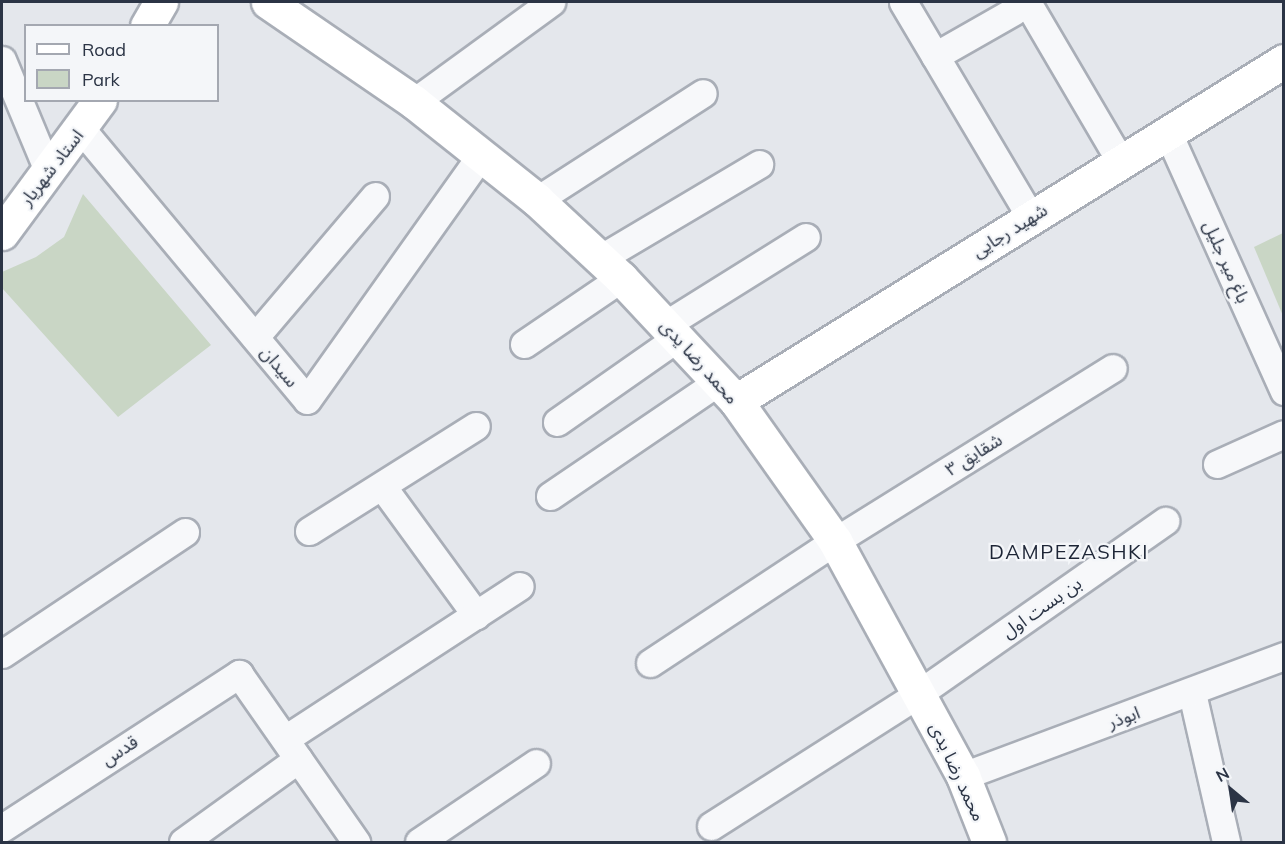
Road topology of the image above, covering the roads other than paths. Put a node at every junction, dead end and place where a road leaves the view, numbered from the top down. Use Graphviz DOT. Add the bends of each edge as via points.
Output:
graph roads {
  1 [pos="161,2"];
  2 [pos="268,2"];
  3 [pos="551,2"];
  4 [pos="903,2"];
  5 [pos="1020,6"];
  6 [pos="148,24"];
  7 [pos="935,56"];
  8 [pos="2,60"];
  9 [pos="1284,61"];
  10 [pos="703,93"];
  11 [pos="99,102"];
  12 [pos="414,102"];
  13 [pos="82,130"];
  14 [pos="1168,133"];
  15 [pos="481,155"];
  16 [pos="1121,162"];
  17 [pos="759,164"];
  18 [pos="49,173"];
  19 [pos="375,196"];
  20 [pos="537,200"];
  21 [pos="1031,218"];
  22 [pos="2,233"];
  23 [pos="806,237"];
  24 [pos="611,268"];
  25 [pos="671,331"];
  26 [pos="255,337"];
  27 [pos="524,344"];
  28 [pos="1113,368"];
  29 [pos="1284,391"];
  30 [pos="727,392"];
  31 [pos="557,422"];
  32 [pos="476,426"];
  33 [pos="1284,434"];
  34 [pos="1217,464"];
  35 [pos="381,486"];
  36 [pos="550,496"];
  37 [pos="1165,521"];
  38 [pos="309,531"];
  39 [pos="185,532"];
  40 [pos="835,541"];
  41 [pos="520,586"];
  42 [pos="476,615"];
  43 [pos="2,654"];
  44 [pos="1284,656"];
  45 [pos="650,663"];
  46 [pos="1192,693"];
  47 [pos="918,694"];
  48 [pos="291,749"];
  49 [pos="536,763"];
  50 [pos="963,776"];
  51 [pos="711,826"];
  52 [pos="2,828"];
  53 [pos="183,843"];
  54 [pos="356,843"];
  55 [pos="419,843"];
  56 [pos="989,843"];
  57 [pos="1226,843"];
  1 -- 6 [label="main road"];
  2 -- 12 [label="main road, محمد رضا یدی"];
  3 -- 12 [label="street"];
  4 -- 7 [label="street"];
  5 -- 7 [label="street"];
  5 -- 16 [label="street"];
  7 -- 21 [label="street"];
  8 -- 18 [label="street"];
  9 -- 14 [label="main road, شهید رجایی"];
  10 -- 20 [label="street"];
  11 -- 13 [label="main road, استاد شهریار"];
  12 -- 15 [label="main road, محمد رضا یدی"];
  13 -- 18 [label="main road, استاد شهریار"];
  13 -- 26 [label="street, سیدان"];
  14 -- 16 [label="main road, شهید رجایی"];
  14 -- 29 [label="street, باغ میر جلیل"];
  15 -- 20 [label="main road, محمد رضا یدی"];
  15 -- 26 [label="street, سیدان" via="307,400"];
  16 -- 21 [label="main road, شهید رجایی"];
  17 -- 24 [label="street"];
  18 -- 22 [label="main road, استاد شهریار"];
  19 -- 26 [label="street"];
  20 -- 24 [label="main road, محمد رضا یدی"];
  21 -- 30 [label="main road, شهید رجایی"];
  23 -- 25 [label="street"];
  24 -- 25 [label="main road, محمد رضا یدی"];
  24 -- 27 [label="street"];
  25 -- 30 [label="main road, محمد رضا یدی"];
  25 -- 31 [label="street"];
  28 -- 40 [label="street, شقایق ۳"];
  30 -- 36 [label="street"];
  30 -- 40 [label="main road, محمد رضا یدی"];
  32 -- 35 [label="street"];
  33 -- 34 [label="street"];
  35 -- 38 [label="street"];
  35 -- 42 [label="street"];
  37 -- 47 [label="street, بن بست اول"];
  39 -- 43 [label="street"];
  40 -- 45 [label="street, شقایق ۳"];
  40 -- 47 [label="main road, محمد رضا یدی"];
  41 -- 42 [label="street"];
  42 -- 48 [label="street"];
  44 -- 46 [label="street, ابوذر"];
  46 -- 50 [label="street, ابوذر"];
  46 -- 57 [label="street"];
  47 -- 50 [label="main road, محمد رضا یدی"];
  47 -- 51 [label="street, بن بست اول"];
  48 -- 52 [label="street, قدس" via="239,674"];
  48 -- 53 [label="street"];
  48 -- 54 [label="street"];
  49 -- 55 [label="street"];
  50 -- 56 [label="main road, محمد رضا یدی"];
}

------------------------

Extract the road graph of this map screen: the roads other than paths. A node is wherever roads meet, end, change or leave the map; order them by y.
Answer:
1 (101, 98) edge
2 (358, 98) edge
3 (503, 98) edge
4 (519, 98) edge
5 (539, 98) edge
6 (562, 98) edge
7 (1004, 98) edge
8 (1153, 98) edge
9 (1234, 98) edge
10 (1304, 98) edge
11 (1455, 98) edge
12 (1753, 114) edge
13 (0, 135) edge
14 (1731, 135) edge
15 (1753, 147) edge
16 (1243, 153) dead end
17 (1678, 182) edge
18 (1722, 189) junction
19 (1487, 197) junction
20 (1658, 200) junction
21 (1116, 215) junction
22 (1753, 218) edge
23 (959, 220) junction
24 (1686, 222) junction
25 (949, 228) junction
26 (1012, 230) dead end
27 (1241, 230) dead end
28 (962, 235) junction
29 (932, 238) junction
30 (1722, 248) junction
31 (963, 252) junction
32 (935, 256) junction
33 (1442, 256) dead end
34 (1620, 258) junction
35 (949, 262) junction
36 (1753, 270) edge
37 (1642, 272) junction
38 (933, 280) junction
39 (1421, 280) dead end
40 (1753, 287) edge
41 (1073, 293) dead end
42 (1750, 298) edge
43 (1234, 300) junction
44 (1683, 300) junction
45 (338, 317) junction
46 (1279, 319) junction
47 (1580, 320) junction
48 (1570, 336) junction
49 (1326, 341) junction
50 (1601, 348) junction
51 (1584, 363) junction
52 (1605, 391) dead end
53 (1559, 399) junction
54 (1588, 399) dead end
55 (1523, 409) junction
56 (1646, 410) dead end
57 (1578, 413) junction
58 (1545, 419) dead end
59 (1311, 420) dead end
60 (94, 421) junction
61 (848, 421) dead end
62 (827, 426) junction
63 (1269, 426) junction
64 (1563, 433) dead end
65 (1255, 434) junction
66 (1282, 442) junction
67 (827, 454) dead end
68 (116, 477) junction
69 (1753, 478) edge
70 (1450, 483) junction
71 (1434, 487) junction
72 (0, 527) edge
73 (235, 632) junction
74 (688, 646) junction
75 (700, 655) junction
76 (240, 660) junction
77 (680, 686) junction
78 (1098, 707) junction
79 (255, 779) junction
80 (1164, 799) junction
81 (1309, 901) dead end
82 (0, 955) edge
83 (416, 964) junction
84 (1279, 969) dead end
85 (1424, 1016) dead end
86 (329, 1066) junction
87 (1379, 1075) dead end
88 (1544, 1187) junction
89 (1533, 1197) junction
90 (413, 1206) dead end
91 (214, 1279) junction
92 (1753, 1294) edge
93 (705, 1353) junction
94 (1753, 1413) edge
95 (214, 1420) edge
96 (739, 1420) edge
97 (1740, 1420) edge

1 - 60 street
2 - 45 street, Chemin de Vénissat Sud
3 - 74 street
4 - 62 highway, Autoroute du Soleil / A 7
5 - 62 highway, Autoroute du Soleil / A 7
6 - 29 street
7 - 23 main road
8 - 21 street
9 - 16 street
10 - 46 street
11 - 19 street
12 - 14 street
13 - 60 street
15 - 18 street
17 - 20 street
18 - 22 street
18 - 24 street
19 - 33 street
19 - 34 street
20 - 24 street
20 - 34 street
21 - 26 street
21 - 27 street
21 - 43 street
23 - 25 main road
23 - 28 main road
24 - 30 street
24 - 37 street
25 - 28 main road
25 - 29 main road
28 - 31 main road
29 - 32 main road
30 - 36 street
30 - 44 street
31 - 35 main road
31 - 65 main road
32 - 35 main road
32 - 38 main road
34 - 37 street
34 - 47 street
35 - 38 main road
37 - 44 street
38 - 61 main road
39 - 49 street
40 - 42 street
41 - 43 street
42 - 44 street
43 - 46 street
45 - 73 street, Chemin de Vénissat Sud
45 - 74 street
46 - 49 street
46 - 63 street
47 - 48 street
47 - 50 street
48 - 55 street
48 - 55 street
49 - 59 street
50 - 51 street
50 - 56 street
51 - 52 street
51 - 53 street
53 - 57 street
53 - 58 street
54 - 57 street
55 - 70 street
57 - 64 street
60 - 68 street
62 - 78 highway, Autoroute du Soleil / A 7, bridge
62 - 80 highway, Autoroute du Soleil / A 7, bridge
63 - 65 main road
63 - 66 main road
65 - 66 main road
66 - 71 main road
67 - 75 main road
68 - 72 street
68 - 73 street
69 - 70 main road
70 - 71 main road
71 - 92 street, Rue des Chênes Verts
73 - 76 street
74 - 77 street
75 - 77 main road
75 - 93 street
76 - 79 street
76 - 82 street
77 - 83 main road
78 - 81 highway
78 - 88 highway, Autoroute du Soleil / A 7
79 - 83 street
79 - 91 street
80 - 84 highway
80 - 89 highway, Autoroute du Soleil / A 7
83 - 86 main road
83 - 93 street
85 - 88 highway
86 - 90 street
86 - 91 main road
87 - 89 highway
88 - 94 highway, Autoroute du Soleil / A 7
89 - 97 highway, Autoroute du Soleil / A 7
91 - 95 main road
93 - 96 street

------------------------

◆ How to complete this task:
Every line in the entries above that mentions the word "Soleil" must be shown.

◆ Response to the task:
4 - 62 highway, Autoroute du Soleil / A 7
5 - 62 highway, Autoroute du Soleil / A 7
62 - 78 highway, Autoroute du Soleil / A 7, bridge
62 - 80 highway, Autoroute du Soleil / A 7, bridge
78 - 88 highway, Autoroute du Soleil / A 7
80 - 89 highway, Autoroute du Soleil / A 7
88 - 94 highway, Autoroute du Soleil / A 7
89 - 97 highway, Autoroute du Soleil / A 7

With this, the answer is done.